=== Section Start ===

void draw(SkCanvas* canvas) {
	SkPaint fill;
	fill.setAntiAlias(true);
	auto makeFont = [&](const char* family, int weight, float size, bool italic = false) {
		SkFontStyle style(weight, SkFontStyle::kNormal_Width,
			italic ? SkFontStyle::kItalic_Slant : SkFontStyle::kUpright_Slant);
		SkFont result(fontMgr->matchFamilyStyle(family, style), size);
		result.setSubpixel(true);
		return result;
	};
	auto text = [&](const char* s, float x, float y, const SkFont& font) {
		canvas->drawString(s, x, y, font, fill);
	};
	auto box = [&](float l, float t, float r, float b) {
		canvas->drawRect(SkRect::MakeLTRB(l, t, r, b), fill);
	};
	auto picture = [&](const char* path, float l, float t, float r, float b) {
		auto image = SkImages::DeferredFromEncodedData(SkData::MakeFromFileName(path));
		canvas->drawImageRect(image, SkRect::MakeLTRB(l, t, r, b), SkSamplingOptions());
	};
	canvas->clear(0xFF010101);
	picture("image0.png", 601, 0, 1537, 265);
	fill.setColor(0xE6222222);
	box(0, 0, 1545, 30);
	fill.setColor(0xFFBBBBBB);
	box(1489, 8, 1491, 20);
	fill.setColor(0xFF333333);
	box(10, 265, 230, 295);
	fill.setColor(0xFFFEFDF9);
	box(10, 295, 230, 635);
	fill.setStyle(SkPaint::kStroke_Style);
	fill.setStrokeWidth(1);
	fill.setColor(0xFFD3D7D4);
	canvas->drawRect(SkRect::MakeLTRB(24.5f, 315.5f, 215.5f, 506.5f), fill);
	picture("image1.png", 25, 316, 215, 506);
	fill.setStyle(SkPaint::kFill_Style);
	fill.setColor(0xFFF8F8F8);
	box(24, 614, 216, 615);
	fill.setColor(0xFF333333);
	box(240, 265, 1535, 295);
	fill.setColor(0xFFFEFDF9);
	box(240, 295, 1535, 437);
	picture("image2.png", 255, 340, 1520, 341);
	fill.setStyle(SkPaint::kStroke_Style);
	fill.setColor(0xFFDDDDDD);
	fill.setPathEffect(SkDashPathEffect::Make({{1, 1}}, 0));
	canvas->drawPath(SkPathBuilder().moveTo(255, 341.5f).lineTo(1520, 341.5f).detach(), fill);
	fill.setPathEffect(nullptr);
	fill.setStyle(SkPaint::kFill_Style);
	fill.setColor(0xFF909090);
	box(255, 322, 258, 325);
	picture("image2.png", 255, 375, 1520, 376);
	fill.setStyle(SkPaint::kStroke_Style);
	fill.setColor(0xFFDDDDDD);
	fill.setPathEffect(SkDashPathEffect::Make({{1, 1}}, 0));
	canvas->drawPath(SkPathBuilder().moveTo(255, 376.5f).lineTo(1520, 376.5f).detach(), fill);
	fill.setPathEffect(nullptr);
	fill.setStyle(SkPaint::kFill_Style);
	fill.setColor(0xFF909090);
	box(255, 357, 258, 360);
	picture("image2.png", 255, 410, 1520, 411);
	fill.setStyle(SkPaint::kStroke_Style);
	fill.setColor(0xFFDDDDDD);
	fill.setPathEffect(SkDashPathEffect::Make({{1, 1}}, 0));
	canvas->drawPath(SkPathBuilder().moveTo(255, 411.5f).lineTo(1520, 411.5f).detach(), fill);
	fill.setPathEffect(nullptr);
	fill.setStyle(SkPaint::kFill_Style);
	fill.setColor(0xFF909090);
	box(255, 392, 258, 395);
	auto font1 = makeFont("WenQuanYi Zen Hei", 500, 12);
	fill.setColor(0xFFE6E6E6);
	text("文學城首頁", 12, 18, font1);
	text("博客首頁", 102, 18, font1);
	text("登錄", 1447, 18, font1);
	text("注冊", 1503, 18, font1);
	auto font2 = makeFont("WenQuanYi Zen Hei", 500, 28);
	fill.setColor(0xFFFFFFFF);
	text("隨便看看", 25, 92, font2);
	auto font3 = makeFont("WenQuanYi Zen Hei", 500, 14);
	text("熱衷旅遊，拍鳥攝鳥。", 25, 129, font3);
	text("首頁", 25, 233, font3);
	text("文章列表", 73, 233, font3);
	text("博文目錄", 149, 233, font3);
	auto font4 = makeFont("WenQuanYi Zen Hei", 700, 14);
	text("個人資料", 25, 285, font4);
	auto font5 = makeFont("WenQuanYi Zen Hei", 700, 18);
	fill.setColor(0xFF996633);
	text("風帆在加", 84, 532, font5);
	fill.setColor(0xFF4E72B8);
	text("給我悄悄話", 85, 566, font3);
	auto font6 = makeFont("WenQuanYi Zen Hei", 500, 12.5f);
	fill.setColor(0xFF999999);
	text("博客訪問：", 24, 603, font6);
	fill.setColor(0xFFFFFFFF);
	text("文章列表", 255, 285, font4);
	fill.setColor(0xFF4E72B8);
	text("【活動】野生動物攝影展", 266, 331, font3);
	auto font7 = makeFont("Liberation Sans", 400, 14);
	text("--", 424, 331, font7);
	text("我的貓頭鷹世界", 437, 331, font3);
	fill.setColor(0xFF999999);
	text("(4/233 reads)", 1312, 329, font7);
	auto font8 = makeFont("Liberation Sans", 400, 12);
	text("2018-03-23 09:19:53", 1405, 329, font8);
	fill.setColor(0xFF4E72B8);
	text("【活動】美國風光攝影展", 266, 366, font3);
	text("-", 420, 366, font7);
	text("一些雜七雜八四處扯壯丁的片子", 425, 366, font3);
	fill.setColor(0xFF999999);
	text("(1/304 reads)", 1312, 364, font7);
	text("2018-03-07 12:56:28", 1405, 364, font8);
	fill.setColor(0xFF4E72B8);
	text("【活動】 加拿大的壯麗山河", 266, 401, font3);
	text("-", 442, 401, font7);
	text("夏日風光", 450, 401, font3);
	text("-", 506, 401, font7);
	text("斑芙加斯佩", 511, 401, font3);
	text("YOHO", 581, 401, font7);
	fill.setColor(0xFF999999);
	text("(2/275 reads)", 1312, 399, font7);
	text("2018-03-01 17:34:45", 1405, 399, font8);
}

=== Section End ===
=== Section Start ===

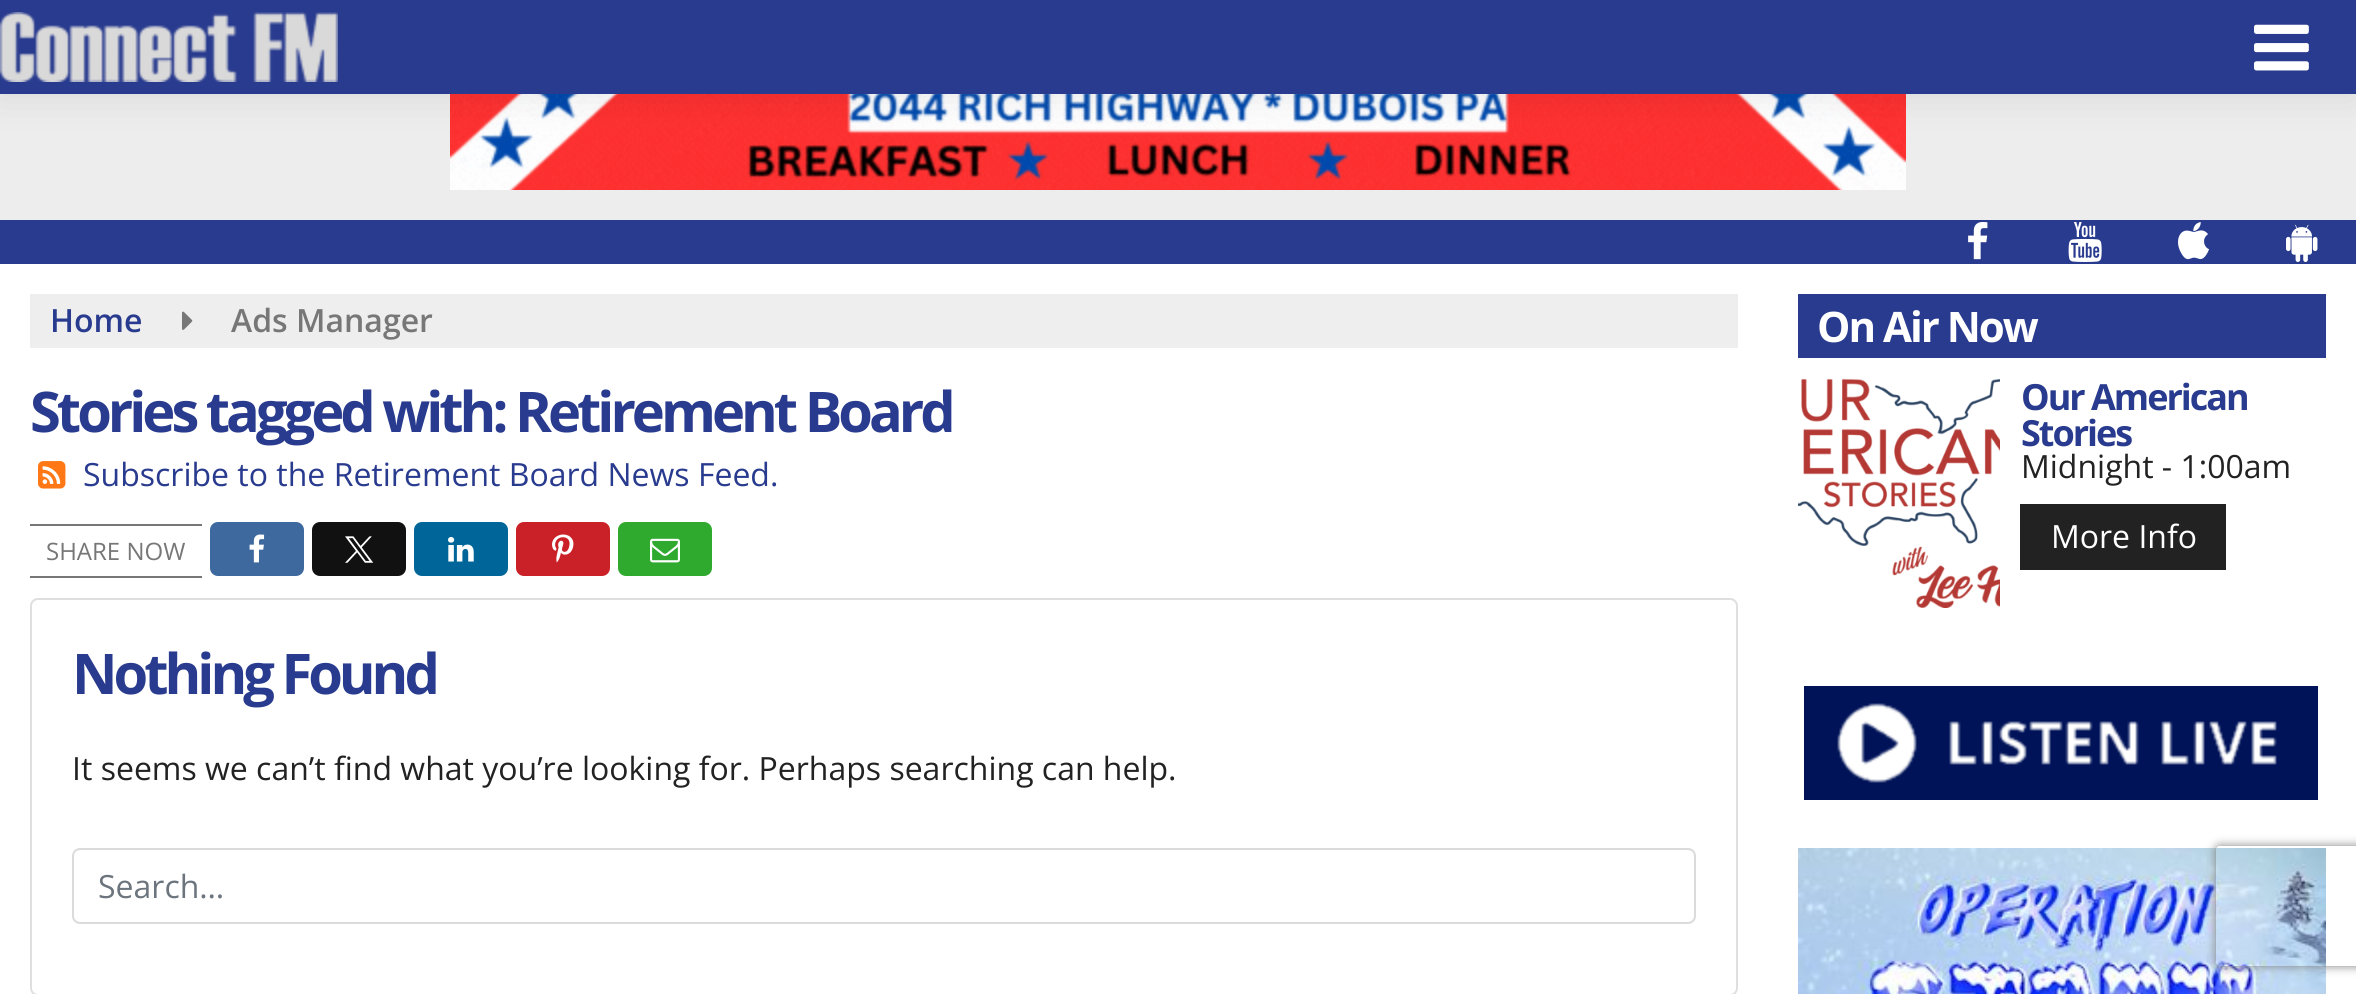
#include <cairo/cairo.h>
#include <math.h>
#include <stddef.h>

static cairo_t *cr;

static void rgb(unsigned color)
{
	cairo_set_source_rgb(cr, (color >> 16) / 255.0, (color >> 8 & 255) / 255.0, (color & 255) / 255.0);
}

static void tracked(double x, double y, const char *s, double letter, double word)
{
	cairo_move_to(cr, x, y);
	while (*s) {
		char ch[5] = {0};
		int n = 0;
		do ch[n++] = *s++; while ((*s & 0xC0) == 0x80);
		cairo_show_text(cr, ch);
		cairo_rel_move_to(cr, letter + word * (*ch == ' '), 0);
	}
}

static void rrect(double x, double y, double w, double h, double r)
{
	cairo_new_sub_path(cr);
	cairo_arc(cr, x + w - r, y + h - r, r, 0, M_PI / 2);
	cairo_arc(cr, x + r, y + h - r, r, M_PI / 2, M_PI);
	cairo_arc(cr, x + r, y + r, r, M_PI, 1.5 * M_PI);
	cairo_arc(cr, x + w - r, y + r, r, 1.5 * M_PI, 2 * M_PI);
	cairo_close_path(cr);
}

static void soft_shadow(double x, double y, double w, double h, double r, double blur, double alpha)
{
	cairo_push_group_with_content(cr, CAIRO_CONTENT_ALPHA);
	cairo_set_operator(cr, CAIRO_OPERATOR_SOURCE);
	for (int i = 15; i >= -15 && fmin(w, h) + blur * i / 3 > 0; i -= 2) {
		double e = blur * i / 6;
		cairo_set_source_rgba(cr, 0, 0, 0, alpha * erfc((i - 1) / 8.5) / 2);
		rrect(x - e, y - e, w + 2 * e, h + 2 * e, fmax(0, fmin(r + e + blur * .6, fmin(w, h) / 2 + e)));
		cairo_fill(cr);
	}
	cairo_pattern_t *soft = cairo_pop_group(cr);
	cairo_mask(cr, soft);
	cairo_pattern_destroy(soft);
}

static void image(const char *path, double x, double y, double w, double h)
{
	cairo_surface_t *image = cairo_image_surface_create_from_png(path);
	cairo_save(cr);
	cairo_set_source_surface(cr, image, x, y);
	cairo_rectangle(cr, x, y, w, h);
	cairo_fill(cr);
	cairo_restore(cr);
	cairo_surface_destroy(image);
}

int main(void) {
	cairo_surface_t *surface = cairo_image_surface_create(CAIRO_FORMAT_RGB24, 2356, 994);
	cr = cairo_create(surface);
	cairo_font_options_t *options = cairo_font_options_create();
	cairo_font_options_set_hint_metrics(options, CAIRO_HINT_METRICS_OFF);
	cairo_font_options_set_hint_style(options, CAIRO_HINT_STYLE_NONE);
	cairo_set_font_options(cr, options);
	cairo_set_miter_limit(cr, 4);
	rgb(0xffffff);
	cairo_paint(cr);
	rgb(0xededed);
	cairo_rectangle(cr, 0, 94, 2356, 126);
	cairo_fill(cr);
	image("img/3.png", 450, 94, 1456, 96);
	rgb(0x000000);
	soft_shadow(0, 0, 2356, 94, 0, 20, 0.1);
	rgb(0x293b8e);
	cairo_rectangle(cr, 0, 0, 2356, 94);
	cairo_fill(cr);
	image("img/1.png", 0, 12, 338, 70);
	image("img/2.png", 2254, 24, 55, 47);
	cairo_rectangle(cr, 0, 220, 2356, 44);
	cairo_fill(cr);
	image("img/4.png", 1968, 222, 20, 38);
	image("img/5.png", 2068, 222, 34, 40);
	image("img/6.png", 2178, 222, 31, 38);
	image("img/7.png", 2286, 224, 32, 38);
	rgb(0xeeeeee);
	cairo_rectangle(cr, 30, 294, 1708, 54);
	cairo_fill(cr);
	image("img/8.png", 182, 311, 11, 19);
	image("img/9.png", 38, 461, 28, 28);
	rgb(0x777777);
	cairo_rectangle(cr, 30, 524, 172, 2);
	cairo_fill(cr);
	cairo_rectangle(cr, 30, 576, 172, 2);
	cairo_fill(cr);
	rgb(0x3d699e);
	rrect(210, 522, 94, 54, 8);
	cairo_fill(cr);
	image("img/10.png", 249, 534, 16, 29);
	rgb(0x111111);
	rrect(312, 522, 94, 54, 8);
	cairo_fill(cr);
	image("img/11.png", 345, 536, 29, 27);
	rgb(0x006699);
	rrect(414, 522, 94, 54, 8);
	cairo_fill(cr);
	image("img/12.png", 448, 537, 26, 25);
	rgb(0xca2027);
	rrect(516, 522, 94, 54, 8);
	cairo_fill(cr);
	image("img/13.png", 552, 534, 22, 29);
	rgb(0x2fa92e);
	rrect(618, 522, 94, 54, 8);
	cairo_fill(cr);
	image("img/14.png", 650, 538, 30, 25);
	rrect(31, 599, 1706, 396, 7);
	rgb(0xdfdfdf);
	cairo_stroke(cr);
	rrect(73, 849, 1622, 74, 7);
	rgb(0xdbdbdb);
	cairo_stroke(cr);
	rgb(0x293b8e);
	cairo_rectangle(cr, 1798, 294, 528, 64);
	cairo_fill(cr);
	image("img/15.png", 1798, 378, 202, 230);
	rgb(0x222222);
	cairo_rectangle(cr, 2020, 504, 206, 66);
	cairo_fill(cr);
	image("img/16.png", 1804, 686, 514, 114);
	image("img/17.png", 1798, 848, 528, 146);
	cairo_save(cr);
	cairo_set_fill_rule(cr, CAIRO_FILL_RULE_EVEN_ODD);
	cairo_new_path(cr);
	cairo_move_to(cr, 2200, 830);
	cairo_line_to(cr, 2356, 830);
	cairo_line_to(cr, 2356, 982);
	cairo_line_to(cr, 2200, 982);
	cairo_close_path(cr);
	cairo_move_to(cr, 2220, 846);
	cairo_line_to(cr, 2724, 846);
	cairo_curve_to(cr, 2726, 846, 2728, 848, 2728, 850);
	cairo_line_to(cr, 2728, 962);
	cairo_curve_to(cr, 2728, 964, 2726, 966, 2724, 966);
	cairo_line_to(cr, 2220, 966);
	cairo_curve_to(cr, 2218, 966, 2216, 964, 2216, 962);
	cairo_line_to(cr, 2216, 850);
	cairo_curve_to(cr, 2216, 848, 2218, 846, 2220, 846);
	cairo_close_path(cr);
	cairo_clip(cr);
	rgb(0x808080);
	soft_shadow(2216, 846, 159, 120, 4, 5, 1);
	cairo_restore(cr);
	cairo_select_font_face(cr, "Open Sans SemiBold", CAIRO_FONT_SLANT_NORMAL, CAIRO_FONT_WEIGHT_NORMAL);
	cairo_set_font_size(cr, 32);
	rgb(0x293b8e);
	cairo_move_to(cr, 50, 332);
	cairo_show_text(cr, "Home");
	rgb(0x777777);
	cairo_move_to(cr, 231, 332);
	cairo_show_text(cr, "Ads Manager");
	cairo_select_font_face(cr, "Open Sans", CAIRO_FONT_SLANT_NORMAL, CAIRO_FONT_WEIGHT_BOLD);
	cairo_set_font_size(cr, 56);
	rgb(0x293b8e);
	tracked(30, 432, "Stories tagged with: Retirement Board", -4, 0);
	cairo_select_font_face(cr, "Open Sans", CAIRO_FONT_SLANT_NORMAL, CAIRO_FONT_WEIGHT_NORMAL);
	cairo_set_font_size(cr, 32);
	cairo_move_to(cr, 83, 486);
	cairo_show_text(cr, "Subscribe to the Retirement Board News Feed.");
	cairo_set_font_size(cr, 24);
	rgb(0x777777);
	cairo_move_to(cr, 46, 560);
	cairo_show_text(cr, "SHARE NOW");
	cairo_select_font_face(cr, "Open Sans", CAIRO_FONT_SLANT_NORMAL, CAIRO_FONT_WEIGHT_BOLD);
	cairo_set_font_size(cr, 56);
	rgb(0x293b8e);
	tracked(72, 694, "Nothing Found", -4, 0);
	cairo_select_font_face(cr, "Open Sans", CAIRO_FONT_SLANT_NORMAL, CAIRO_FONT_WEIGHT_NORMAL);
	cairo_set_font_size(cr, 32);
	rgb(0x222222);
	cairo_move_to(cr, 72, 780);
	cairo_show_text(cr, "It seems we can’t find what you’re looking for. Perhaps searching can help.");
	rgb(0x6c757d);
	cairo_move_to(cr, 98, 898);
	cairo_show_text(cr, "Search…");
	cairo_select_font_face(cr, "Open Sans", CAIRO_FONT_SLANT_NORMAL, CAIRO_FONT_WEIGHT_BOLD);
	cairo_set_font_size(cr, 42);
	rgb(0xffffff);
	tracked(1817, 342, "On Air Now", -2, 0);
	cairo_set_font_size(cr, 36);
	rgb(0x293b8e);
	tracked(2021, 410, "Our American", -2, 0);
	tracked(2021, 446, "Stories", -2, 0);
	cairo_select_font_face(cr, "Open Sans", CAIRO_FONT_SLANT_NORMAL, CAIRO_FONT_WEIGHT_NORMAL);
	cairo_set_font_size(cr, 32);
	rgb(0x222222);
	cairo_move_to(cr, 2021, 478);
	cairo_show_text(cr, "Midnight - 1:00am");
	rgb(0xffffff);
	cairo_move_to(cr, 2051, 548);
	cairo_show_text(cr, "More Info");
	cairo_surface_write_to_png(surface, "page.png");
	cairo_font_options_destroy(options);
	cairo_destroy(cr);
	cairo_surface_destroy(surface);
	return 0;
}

=== Section End ===

[Exercise brief] Within the listing above, find every line containing the string "true" and return it.

[Answer for this exercise]
	fill.setAntiAlias(true);
		result.setSubpixel(true);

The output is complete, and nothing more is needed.